The case of former UFC champion Conor McGregor, who according to a UFC announcement from October 2025 accepted an eighteen-month sanction for three missed tests within a 12-month period, showed that even the absence of a positive finding can lead to serious consequences. According to that announcement, it was a violation of the rules on the athlete's availability for testing, not a finding of a prohibited substance. This example further emphasizes that the modern anti-doping system does not punish only proven use of prohibited substances, but also actions that prevent or make it more difficult to carry out control.

The rugby case shows how far attempts to bypass the system can go

A particularly dramatic example of tampering with an anti-doping procedure came from rugby. World Rugby announced that six Georgian national team players and one member of the professional staff had been sanctioned after an investigation into an organized scheme connected with recreational drugs and sample substitution. According to World Rugby's statement, this was a practice prohibited by WADA's code and the rules of that organization. The case was publicly described as one of the most extensive anti-doping investigations in the history of rugby.

The harshest punishment was given to former Georgian captain Merab Sharikadze, who received an eleven-year suspension. According to reports based on World Rugby's announcement, the investigation established that there had been urine sample substitutions and advance warnings about testing. The Guardian reported that no firm evidence was found of an attempt to conceal the use of performance-enhancing substances, but that the sample substitutions were connected with concealing substances such as cannabis and tramadol. Still, for anti-doping rules, the key issue is the tampering with the procedure itself, not only the type of substance being concealed.

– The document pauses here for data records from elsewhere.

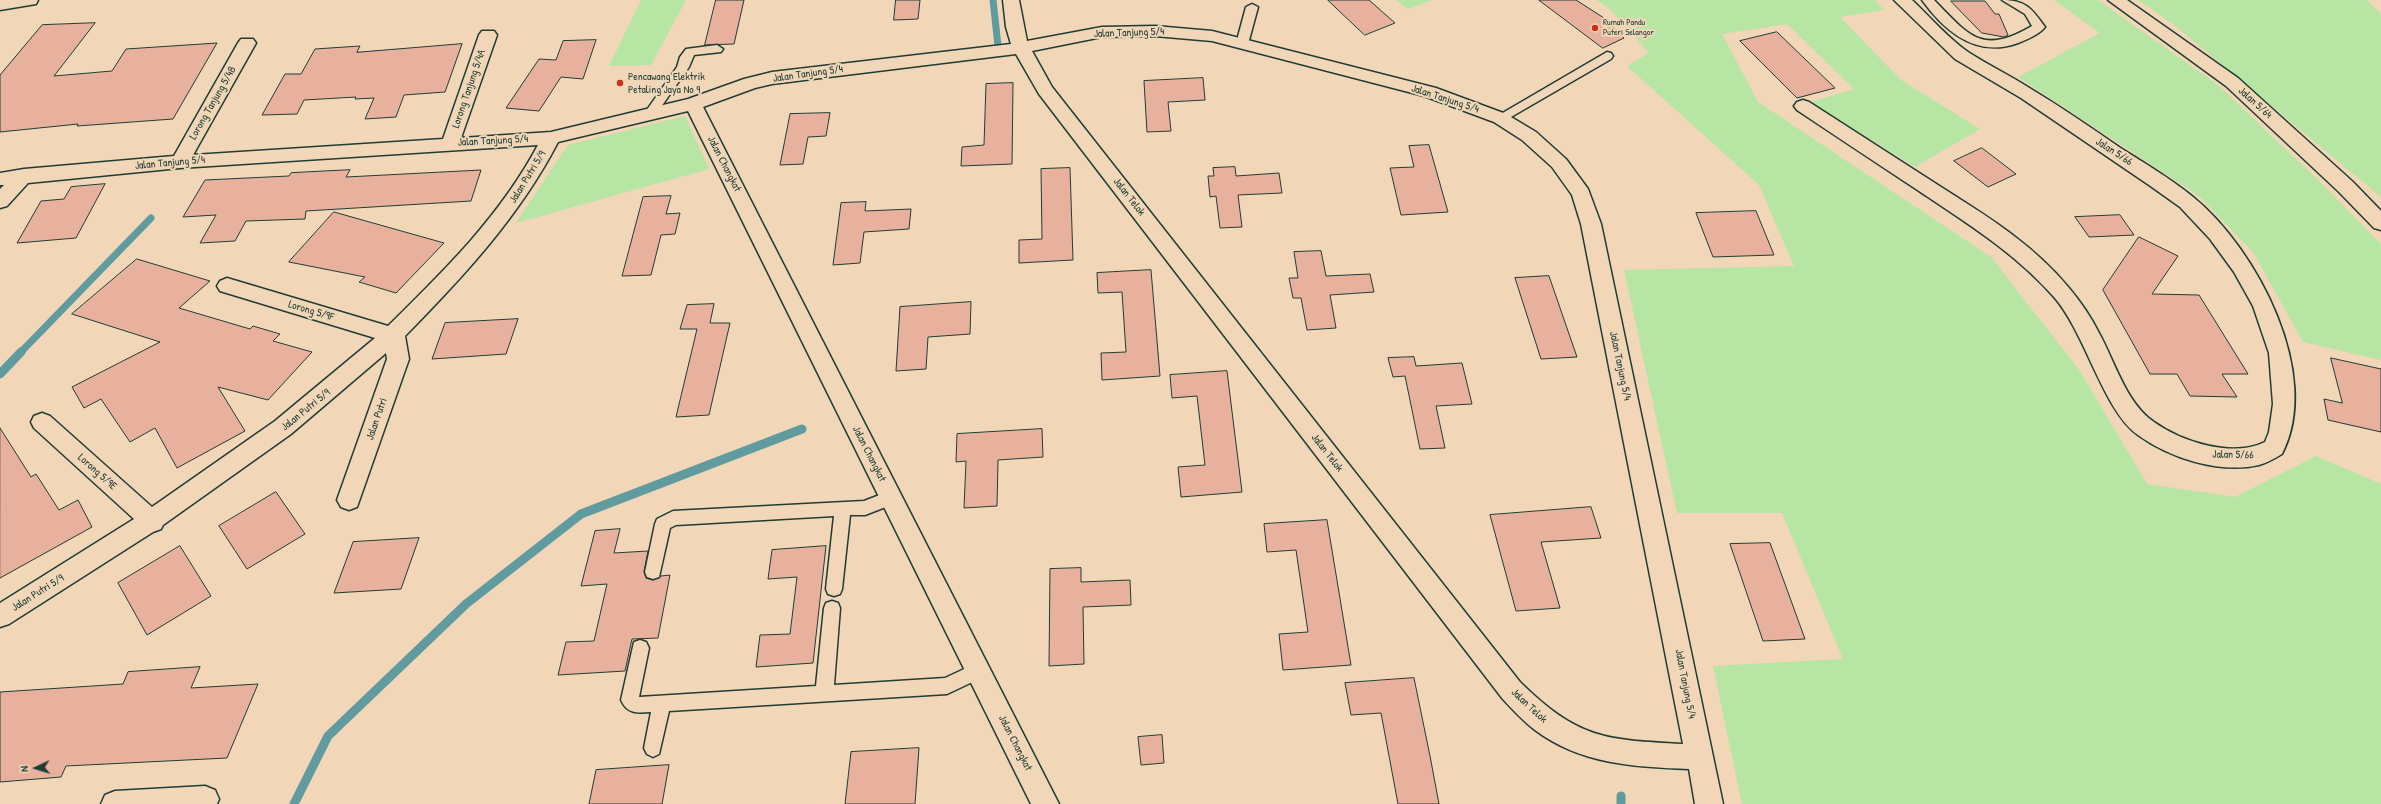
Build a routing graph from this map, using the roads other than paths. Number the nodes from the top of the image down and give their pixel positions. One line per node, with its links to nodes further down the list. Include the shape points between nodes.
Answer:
1 (30, 0): 7 (street)
2 (1011, 0): 12 (street, Jalan Telok)
3 (1902, 0): 16 (street, Jalan 5/66, via 1961,55 2027,94 2156,180 2187,202 2217,234 2242,268 2263,306 2280,353 2284,404 2280,432 2274,448 2258,456 2205,454 2180,447 2145,428 2124,405 2089,333 2062,293 2032,262 1993,230)
4 (1928, 0): 5 (lane, via 1955,29 1979,44 1993,46 2018,40 2039,27 2029,12)
5 (2008, 0)
6 (2116, 0): 25 (street, Jalan 5/64, via 2232,82)
7 (0, 5)
8 (1252, 8): 11 (lane)
9 (488, 35): 20 (street, Lorong Tanjung 5/4A)
10 (247, 43): 21 (street, Lorong Tanjung 5/4B)
11 (1242, 44): 12 (street, Jalan Tanjung 5/4, via 1212,36 1155,31 1102,32); 18 (street, Jalan Tanjung 5/4, via 1430,92)
12 (1020, 48): 15 (street, Jalan Tanjung 5/4, via 772,78 750,83); 42 (street, Jalan Telok, via 1046,90 1511,690 1549,725 1576,741 1606,751)
13 (717, 50): 17 (lane, via 690,52 683,67)
14 (1607, 56): 18 (lane)
15 (693, 104): 17 (street, Jalan Tanjung 5/4); 29 (street, Jalan Changkat)
16 (1804, 106)
17 (650, 114): 19 (street, Jalan Tanjung 5/4)
18 (1500, 118): 42 (street, Jalan Tanjung 5/4, via 1529,136 1558,163 1581,194 1591,224)
19 (551, 138): 20 (street, Jalan Tanjung 5/4); 27 (street, Jalan Putri 5/9, via 539,163 510,206 468,259)
20 (450, 144): 21 (street, Jalan Tanjung 5/4)
21 (180, 162): 22 (street, Jalan Tanjung 5/4)
22 (24, 175): 23 (street, Jalan Tanjung 5/4); 24 (street)
23 (0, 179)
24 (0, 201)
25 (2381, 222)
26 (227, 286): 27 (street, Lorong 5/9F)
27 (394, 336): 30 (street, Jalan Putri, via 398,359); 32 (street, Jalan Putri 5/9, via 298,418)
28 (42, 422): 32 (street, Lorong 5/9E)
29 (890, 498): 31 (lane, via 865,508); 38 (street, Jalan Changkat)
30 (349, 500)
31 (843, 509): 33 (lane, via 668,519 663,524); 34 (lane)
32 (153, 522): 36 (street, Jalan Putri 5/9)
33 (653, 572)
34 (834, 589)
35 (832, 608): 39 (lane)
36 (0, 616)
37 (640, 648): 40 (lane, via 630,700 636,706)
38 (977, 671): 39 (lane, via 947,686); 45 (street, Jalan Changkat)
39 (824, 693): 40 (lane)
40 (661, 704): 41 (lane)
41 (653, 748)
42 (1700, 757): 46 (street, Jalan Tanjung 5/4)
43 (204, 799): 44 (street)
44 (114, 804)
45 (1044, 804)
46 (1709, 804)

That case additionally illustrates how dependent the anti-doping system is on the integrity of everyone involved: athletes, doctors, federation structures, laboratories and officials. If someone within the system warns athletes in advance about testing or helps with sample substitution, then this is not only an individual violation, but an attack on the entire oversight structure. In its statement, World Rugby highlighted the importance of a science-led anti-doping program, biological profiling, testing and long-term sample storage. This is a message that goes beyond rugby and applies to all sports in which results are based on trust in the regularity of competition.

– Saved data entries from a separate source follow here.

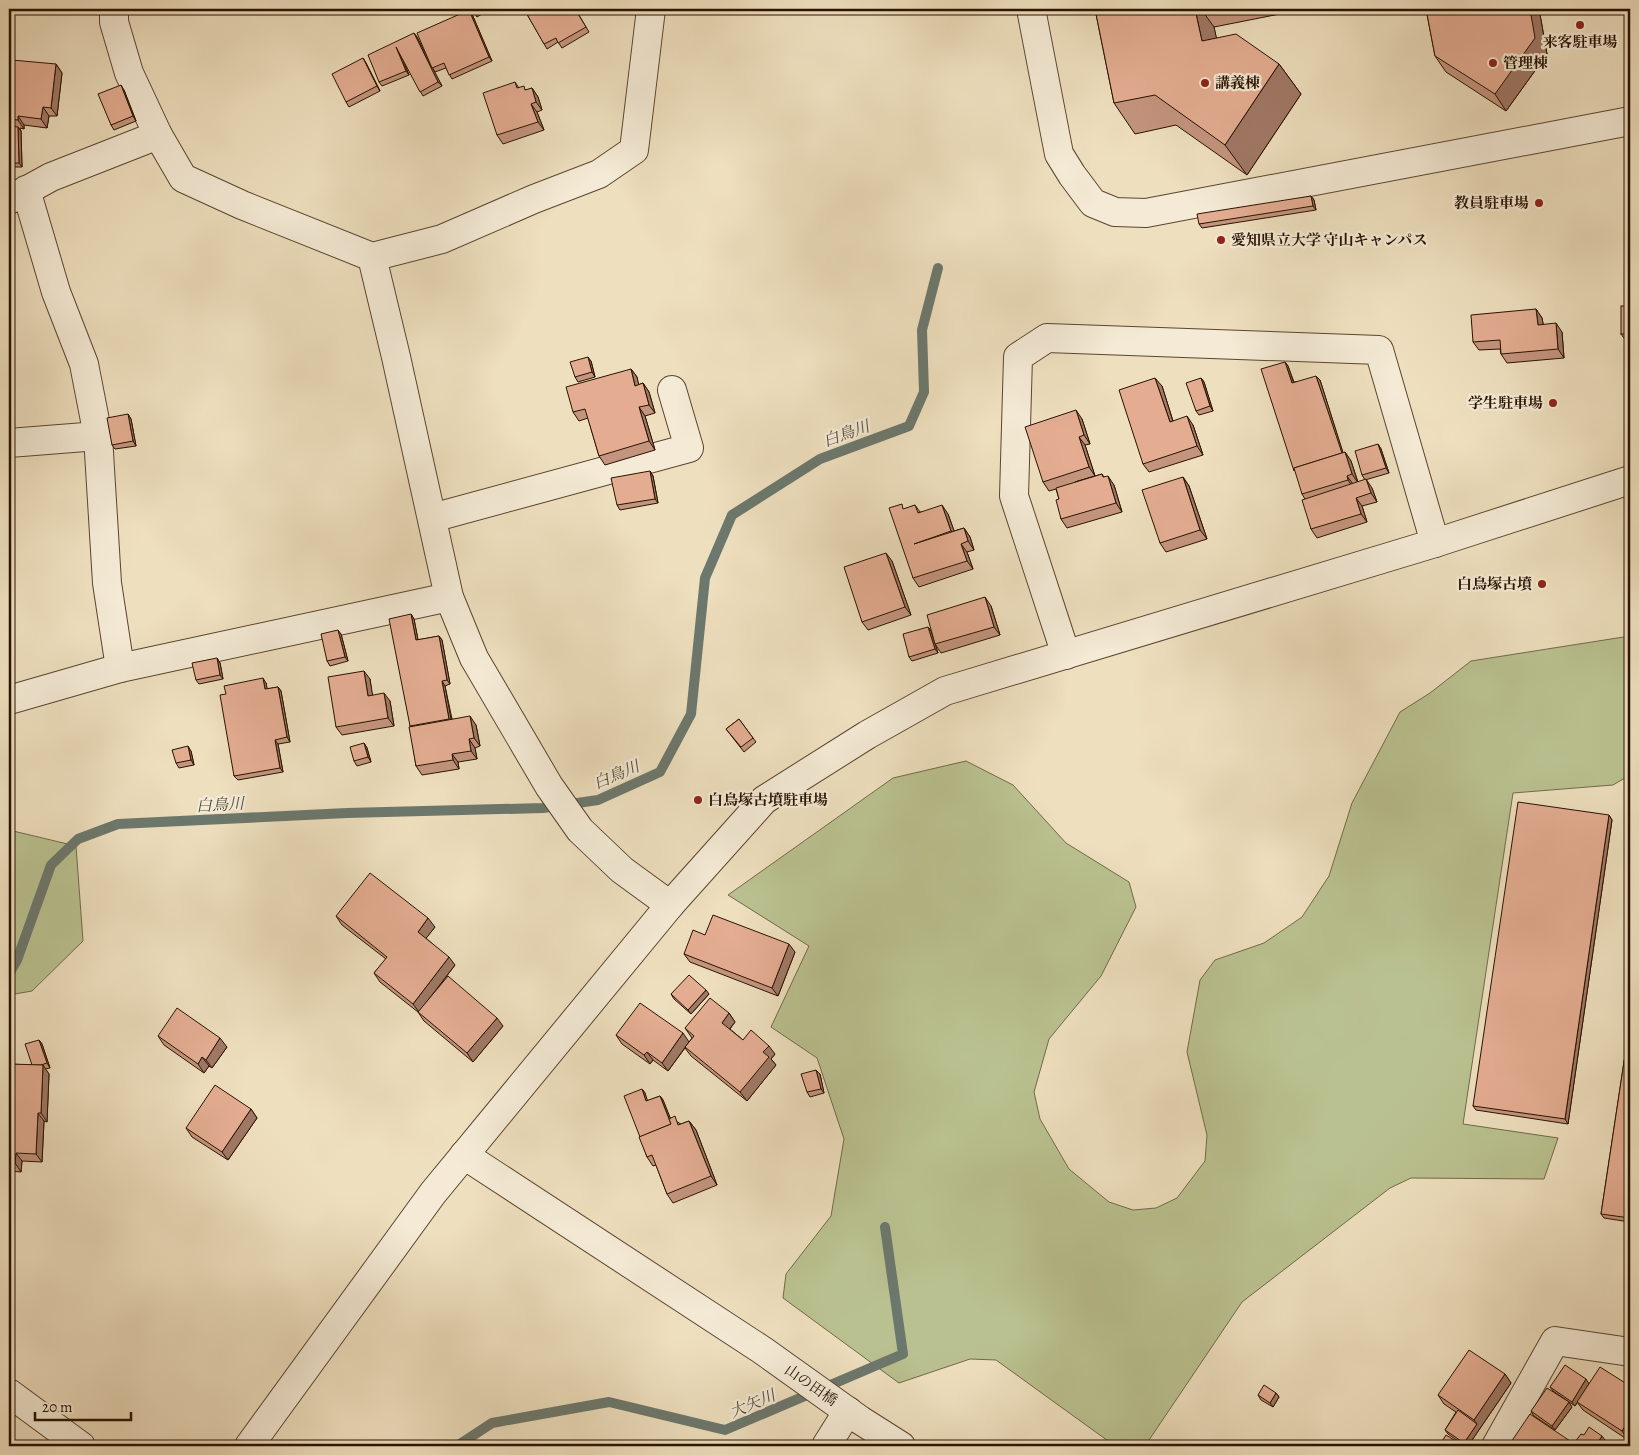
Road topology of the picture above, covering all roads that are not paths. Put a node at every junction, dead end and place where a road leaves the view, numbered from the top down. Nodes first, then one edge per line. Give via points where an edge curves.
1 (114, 9) edge
2 (651, 9) edge
3 (1031, 9) edge
4 (1630, 121) edge
5 (158, 135) junction
6 (17, 195) edge
7 (372, 257) junction
8 (672, 390) dead end
9 (98, 436) junction
10 (9, 443) edge
11 (1630, 480) edge
12 (432, 518) junction
13 (1435, 543) junction
14 (449, 597) junction
15 (1066, 655) junction
16 (120, 668) junction
17 (9, 700) edge
18 (670, 905) junction
19 (464, 1155) junction
20 (1630, 1352) edge
21 (9, 1393) edge
22 (854, 1415) junction
23 (80, 1446) edge
24 (249, 1446) edge
25 (826, 1446) edge
26 (901, 1446) edge
27 (1496, 1446) edge

1 - 5 street via 114,22 129,73
2 - 7 street via 634,150 599,174 442,239
3 - 4 street via 1059,154 1093,203 1115,212 1146,213
5 - 6 street via 51,177
5 - 7 street via 183,178
6 - 9 street via 84,364
7 - 12 street
8 - 12 street via 689,448
9 - 10 street
9 - 16 street via 107,583
11 - 13 street
12 - 14 street
13 - 15 street
13 - 15 street via 1379,350 1047,338 1018,357 1014,496
14 - 16 street
14 - 18 street via 474,658 549,786 580,830 622,870
15 - 18 street via 945,691 867,735 764,800
16 - 17 street
18 - 19 street
19 - 22 street, 山の田橋 via 762,1350
19 - 24 street
20 - 27 street via 1555,1341
21 - 23 street
22 - 25 street
22 - 26 street, 山の田橋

WADA's 2026 list entered into force on January 1

The World Anti-Doping Agency, WADA, published the Prohibited List of substances and methods for 2026, which was approved by its Executive Committee on September 11, 2025, and entered into force on January 1, 2026. That list is the foundation for anti-doping programs in athletics, tennis, rugby, combat sports and other disciplines that apply the WADA Code or rely directly on it. The list is updated every year, and athletes and members of their teams must monitor changes because the status of individual substances, methods and therapeutic exemptions can change.

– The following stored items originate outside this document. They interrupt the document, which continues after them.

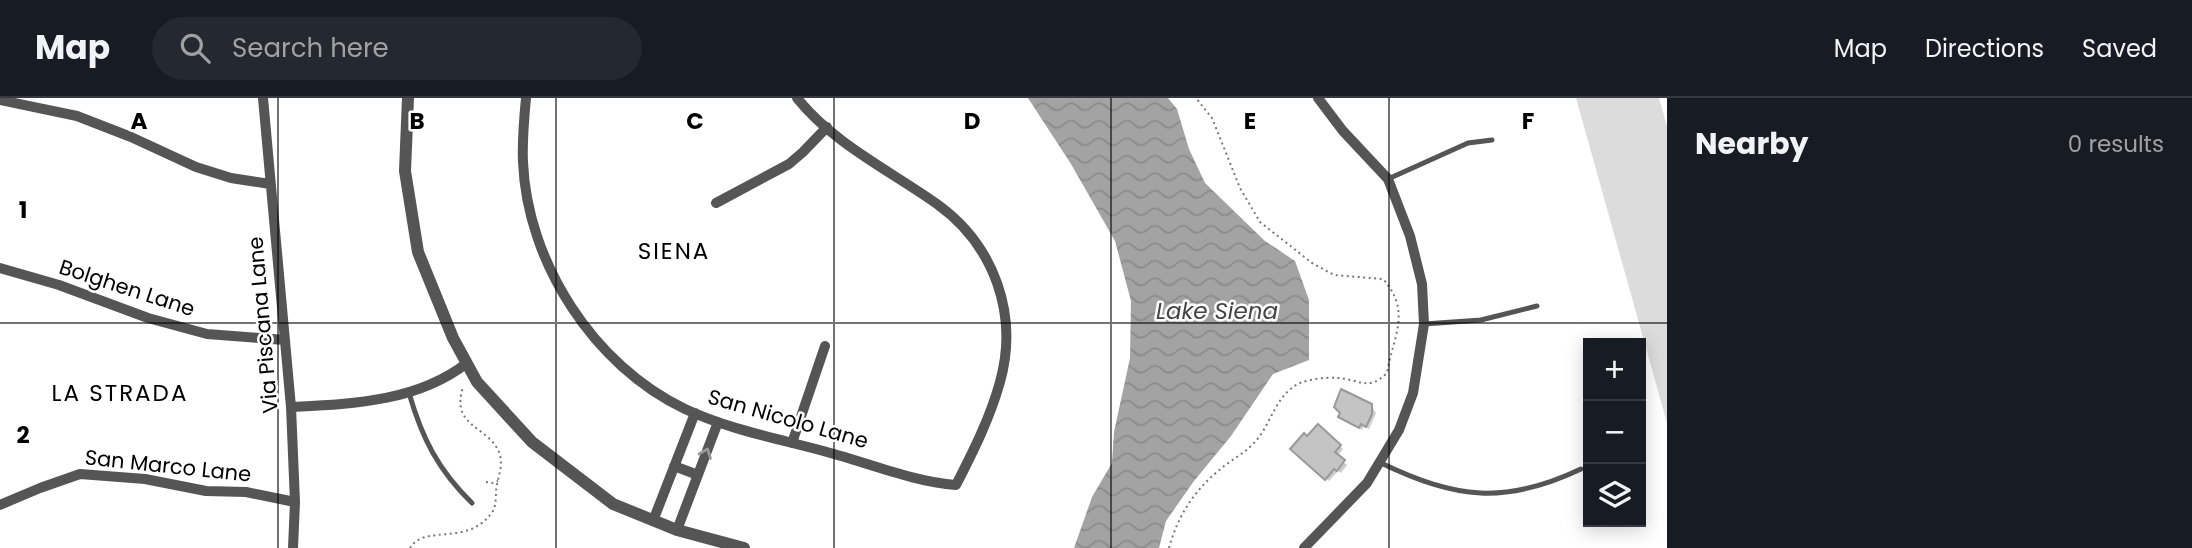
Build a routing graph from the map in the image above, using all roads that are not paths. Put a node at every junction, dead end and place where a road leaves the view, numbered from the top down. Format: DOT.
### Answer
graph roads {
  1 [pos="263,98"];
  2 [pos="408,98"];
  3 [pos="526,98"];
  4 [pos="797,98"];
  5 [pos="1318,98"];
  6 [pos="0,100"];
  7 [pos="827,127"];
  8 [pos="1492,140"];
  9 [pos="1388,179"];
  10 [pos="270,184"];
  11 [pos="716,203"];
  12 [pos="0,268"];
  13 [pos="1537,306"];
  14 [pos="1424,324"];
  15 [pos="285,340"];
  16 [pos="825,346"];
  17 [pos="470,369"];
  18 [pos="409,393"];
  19 [pos="291,407"];
  20 [pos="695,412"];
  21 [pos="718,422"];
  22 [pos="792,443"];
  23 [pos="1381,463"];
  24 [pos="674,466"];
  25 [pos="1581,469"];
  26 [pos="698,475"];
  27 [pos="295,502"];
  28 [pos="472,503"];
  29 [pos="0,505"];
  30 [pos="653,520"];
  31 [pos="677,530"];
  32 [pos="293,548"];
  33 [pos="744,548"];
  34 [pos="1304,548"];
  1 -- 10 [label="street, Via Piscana Lane"];
  2 -- 17 [label="street"];
  3 -- 20 [label="street, San Nicolo Lane"];
  4 -- 7 [label="street"];
  5 -- 9 [label="street"];
  6 -- 10 [label="street"];
  7 -- 11 [label="street"];
  7 -- 22 [label="street, San Nicolo Lane"];
  8 -- 9 [label="lane"];
  9 -- 14 [label="street"];
  10 -- 15 [label="street, Via Piscana Lane"];
  12 -- 15 [label="street, Bolghen Lane"];
  13 -- 14 [label="lane"];
  14 -- 23 [label="street"];
  15 -- 19 [label="street, Via Piscana Lane"];
  16 -- 22 [label="street"];
  17 -- 18 [label="street"];
  17 -- 30 [label="street"];
  18 -- 19 [label="street"];
  18 -- 28 [label="lane"];
  19 -- 27 [label="street, Via Piscana Lane"];
  20 -- 21 [label="street, San Nicolo Lane"];
  20 -- 24 [label="street"];
  21 -- 22 [label="street, San Nicolo Lane"];
  26 -- 21 [label="street, one-way"];
  23 -- 25 [label="lane"];
  23 -- 34 [label="street"];
  24 -- 26 [label="street"];
  24 -- 30 [label="street"];
  26 -- 31 [label="street"];
  27 -- 29 [label="street, San Marco Lane"];
  27 -- 32 [label="street, Via Piscana Lane"];
  30 -- 31 [label="street"];
  31 -- 33 [label="street"];
}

It is important to distinguish several types of doping cases. A positive finding for a prohibited substance is one form of violation, but it is not the only one. Use of a prohibited method, possession of certain substances, evading testing, failures regarding whereabouts obligations, tampering with the procedure and participation of people from the professional team can also lead to sanctions. Precisely for that reason, recent cases from athletics, tennis, combat sports and rugby do not speak only about one substance or one athlete, but about different weak points of the system: athlete availability, control of medicines and supplements, sample integrity and the responsibility of the people around competitors.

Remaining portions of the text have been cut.